**GOAL OF THE EXERCISE**
Transcribe the data exactly.

# # #

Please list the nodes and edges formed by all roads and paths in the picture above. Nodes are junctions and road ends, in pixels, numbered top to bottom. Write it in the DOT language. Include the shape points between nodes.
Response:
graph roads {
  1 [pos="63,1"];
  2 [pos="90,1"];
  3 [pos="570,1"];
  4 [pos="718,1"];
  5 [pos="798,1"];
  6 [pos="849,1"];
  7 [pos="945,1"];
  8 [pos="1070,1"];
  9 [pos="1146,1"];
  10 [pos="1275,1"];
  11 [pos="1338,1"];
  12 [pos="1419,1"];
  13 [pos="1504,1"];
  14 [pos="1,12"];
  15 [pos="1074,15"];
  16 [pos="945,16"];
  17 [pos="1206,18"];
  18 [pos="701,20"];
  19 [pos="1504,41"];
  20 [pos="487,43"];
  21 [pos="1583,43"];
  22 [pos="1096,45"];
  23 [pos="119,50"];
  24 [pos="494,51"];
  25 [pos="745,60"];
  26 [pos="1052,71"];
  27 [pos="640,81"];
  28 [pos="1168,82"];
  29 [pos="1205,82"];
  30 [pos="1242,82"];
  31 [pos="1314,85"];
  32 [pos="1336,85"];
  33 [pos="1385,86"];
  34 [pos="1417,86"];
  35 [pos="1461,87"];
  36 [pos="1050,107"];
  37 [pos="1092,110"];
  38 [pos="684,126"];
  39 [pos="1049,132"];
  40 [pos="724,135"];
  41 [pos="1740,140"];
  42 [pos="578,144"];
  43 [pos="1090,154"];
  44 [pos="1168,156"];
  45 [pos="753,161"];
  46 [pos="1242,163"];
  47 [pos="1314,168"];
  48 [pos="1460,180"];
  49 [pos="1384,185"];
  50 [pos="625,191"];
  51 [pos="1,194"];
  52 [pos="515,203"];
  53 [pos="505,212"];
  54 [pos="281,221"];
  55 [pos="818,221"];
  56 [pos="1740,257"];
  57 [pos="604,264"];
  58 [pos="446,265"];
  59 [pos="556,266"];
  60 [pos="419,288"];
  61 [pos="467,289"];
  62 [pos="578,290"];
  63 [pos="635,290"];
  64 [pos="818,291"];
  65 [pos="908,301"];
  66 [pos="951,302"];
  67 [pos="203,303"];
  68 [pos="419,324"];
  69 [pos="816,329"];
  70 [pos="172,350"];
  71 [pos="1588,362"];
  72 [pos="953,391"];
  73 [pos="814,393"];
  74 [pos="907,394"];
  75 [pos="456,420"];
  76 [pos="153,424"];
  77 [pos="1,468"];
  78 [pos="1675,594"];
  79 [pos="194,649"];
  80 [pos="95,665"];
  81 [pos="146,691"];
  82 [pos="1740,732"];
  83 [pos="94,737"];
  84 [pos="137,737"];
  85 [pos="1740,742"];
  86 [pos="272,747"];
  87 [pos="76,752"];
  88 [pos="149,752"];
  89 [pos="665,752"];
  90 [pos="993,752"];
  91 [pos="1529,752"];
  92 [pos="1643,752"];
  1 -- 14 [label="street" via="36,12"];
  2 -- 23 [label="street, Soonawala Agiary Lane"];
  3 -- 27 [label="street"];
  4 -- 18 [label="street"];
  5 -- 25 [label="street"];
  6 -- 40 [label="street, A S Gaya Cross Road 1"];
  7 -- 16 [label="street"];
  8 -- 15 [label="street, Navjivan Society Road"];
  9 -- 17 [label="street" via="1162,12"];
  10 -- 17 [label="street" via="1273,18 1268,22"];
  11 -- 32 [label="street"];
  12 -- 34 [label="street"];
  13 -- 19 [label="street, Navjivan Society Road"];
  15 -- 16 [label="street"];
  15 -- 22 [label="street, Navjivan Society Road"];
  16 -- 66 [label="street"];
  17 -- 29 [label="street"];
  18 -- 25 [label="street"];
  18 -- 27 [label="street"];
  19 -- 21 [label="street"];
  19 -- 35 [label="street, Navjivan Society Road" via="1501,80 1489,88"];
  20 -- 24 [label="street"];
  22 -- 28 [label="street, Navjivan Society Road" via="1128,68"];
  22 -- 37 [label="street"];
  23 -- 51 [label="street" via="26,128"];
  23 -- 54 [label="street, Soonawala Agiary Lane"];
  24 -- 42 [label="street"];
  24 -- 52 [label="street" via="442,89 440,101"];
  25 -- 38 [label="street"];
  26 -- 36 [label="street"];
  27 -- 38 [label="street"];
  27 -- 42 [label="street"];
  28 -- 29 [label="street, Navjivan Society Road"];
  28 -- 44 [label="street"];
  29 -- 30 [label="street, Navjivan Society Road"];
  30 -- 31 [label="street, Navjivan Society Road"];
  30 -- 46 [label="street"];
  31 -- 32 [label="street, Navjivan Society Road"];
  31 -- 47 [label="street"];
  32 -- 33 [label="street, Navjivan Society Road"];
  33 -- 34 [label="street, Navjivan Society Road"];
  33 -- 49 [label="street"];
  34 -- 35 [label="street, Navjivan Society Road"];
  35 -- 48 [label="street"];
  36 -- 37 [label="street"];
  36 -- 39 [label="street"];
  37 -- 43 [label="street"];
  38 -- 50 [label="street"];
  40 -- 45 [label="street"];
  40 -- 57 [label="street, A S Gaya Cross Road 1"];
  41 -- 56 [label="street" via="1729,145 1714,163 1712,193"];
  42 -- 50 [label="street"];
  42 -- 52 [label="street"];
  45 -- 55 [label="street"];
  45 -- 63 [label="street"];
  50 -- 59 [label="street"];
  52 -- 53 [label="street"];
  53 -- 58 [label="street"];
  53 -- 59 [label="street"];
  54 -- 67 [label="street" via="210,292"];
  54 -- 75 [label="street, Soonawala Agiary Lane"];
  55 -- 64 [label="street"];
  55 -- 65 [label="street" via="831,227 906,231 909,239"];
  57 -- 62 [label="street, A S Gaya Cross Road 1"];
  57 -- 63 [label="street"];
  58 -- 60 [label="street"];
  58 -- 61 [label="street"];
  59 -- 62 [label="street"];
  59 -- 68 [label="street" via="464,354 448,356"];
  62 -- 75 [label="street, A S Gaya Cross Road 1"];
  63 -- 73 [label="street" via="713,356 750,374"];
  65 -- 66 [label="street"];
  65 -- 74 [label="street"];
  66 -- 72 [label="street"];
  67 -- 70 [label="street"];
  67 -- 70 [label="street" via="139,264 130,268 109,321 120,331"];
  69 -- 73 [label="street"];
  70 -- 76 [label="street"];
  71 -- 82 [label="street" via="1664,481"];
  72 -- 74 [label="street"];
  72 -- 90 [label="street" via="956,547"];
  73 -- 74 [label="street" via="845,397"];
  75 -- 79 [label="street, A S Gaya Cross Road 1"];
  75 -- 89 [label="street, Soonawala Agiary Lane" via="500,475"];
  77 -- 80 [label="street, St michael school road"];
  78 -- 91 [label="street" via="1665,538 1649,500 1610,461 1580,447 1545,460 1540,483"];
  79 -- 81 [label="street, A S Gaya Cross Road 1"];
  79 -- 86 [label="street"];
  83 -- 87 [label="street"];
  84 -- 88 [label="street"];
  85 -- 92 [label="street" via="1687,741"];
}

# # #

**WRITTEN REPLY**
Please list the nodes and edges formed by all roads and paths in the picture above. Nodes are junctions and road ends, in pixels, numbered top to bottom. Write it in the DOT language. Include the shape points between nodes.
Response:
graph roads {
  1 [pos="63,1"];
  2 [pos="90,1"];
  3 [pos="570,1"];
  4 [pos="718,1"];
  5 [pos="798,1"];
  6 [pos="849,1"];
  7 [pos="945,1"];
  8 [pos="1070,1"];
  9 [pos="1146,1"];
  10 [pos="1275,1"];
  11 [pos="1338,1"];
  12 [pos="1419,1"];
  13 [pos="1504,1"];
  14 [pos="1,12"];
  15 [pos="1074,15"];
  16 [pos="945,16"];
  17 [pos="1206,18"];
  18 [pos="701,20"];
  19 [pos="1504,41"];
  20 [pos="487,43"];
  21 [pos="1583,43"];
  22 [pos="1096,45"];
  23 [pos="119,50"];
  24 [pos="494,51"];
  25 [pos="745,60"];
  26 [pos="1052,71"];
  27 [pos="640,81"];
  28 [pos="1168,82"];
  29 [pos="1205,82"];
  30 [pos="1242,82"];
  31 [pos="1314,85"];
  32 [pos="1336,85"];
  33 [pos="1385,86"];
  34 [pos="1417,86"];
  35 [pos="1461,87"];
  36 [pos="1050,107"];
  37 [pos="1092,110"];
  38 [pos="684,126"];
  39 [pos="1049,132"];
  40 [pos="724,135"];
  41 [pos="1740,140"];
  42 [pos="578,144"];
  43 [pos="1090,154"];
  44 [pos="1168,156"];
  45 [pos="753,161"];
  46 [pos="1242,163"];
  47 [pos="1314,168"];
  48 [pos="1460,180"];
  49 [pos="1384,185"];
  50 [pos="625,191"];
  51 [pos="1,194"];
  52 [pos="515,203"];
  53 [pos="505,212"];
  54 [pos="281,221"];
  55 [pos="818,221"];
  56 [pos="1740,257"];
  57 [pos="604,264"];
  58 [pos="446,265"];
  59 [pos="556,266"];
  60 [pos="419,288"];
  61 [pos="467,289"];
  62 [pos="578,290"];
  63 [pos="635,290"];
  64 [pos="818,291"];
  65 [pos="908,301"];
  66 [pos="951,302"];
  67 [pos="203,303"];
  68 [pos="419,324"];
  69 [pos="816,329"];
  70 [pos="172,350"];
  71 [pos="1588,362"];
  72 [pos="953,391"];
  73 [pos="814,393"];
  74 [pos="907,394"];
  75 [pos="456,420"];
  76 [pos="153,424"];
  77 [pos="1,468"];
  78 [pos="1675,594"];
  79 [pos="194,649"];
  80 [pos="95,665"];
  81 [pos="146,691"];
  82 [pos="1740,732"];
  83 [pos="94,737"];
  84 [pos="137,737"];
  85 [pos="1740,742"];
  86 [pos="272,747"];
  87 [pos="76,752"];
  88 [pos="149,752"];
  89 [pos="665,752"];
  90 [pos="993,752"];
  91 [pos="1529,752"];
  92 [pos="1643,752"];
  1 -- 14 [label="street" via="36,12"];
  2 -- 23 [label="street, Soonawala Agiary Lane"];
  3 -- 27 [label="street"];
  4 -- 18 [label="street"];
  5 -- 25 [label="street"];
  6 -- 40 [label="street, A S Gaya Cross Road 1"];
  7 -- 16 [label="street"];
  8 -- 15 [label="street, Navjivan Society Road"];
  9 -- 17 [label="street" via="1162,12"];
  10 -- 17 [label="street" via="1273,18 1268,22"];
  11 -- 32 [label="street"];
  12 -- 34 [label="street"];
  13 -- 19 [label="street, Navjivan Society Road"];
  15 -- 16 [label="street"];
  15 -- 22 [label="street, Navjivan Society Road"];
  16 -- 66 [label="street"];
  17 -- 29 [label="street"];
  18 -- 25 [label="street"];
  18 -- 27 [label="street"];
  19 -- 21 [label="street"];
  19 -- 35 [label="street, Navjivan Society Road" via="1501,80 1489,88"];
  20 -- 24 [label="street"];
  22 -- 28 [label="street, Navjivan Society Road" via="1128,68"];
  22 -- 37 [label="street"];
  23 -- 51 [label="street" via="26,128"];
  23 -- 54 [label="street, Soonawala Agiary Lane"];
  24 -- 42 [label="street"];
  24 -- 52 [label="street" via="442,89 440,101"];
  25 -- 38 [label="street"];
  26 -- 36 [label="street"];
  27 -- 38 [label="street"];
  27 -- 42 [label="street"];
  28 -- 29 [label="street, Navjivan Society Road"];
  28 -- 44 [label="street"];
  29 -- 30 [label="street, Navjivan Society Road"];
  30 -- 31 [label="street, Navjivan Society Road"];
  30 -- 46 [label="street"];
  31 -- 32 [label="street, Navjivan Society Road"];
  31 -- 47 [label="street"];
  32 -- 33 [label="street, Navjivan Society Road"];
  33 -- 34 [label="street, Navjivan Society Road"];
  33 -- 49 [label="street"];
  34 -- 35 [label="street, Navjivan Society Road"];
  35 -- 48 [label="street"];
  36 -- 37 [label="street"];
  36 -- 39 [label="street"];
  37 -- 43 [label="street"];
  38 -- 50 [label="street"];
  40 -- 45 [label="street"];
  40 -- 57 [label="street, A S Gaya Cross Road 1"];
  41 -- 56 [label="street" via="1729,145 1714,163 1712,193"];
  42 -- 50 [label="street"];
  42 -- 52 [label="street"];
  45 -- 55 [label="street"];
  45 -- 63 [label="street"];
  50 -- 59 [label="street"];
  52 -- 53 [label="street"];
  53 -- 58 [label="street"];
  53 -- 59 [label="street"];
  54 -- 67 [label="street" via="210,292"];
  54 -- 75 [label="street, Soonawala Agiary Lane"];
  55 -- 64 [label="street"];
  55 -- 65 [label="street" via="831,227 906,231 909,239"];
  57 -- 62 [label="street, A S Gaya Cross Road 1"];
  57 -- 63 [label="street"];
  58 -- 60 [label="street"];
  58 -- 61 [label="street"];
  59 -- 62 [label="street"];
  59 -- 68 [label="street" via="464,354 448,356"];
  62 -- 75 [label="street, A S Gaya Cross Road 1"];
  63 -- 73 [label="street" via="713,356 750,374"];
  65 -- 66 [label="street"];
  65 -- 74 [label="street"];
  66 -- 72 [label="street"];
  67 -- 70 [label="street"];
  67 -- 70 [label="street" via="139,264 130,268 109,321 120,331"];
  69 -- 73 [label="street"];
  70 -- 76 [label="street"];
  71 -- 82 [label="street" via="1664,481"];
  72 -- 74 [label="street"];
  72 -- 90 [label="street" via="956,547"];
  73 -- 74 [label="street" via="845,397"];
  75 -- 79 [label="street, A S Gaya Cross Road 1"];
  75 -- 89 [label="street, Soonawala Agiary Lane" via="500,475"];
  77 -- 80 [label="street, St michael school road"];
  78 -- 91 [label="street" via="1665,538 1649,500 1610,461 1580,447 1545,460 1540,483"];
  79 -- 81 [label="street, A S Gaya Cross Road 1"];
  79 -- 86 [label="street"];
  83 -- 87 [label="street"];
  84 -- 88 [label="street"];
  85 -- 92 [label="street" via="1687,741"];
}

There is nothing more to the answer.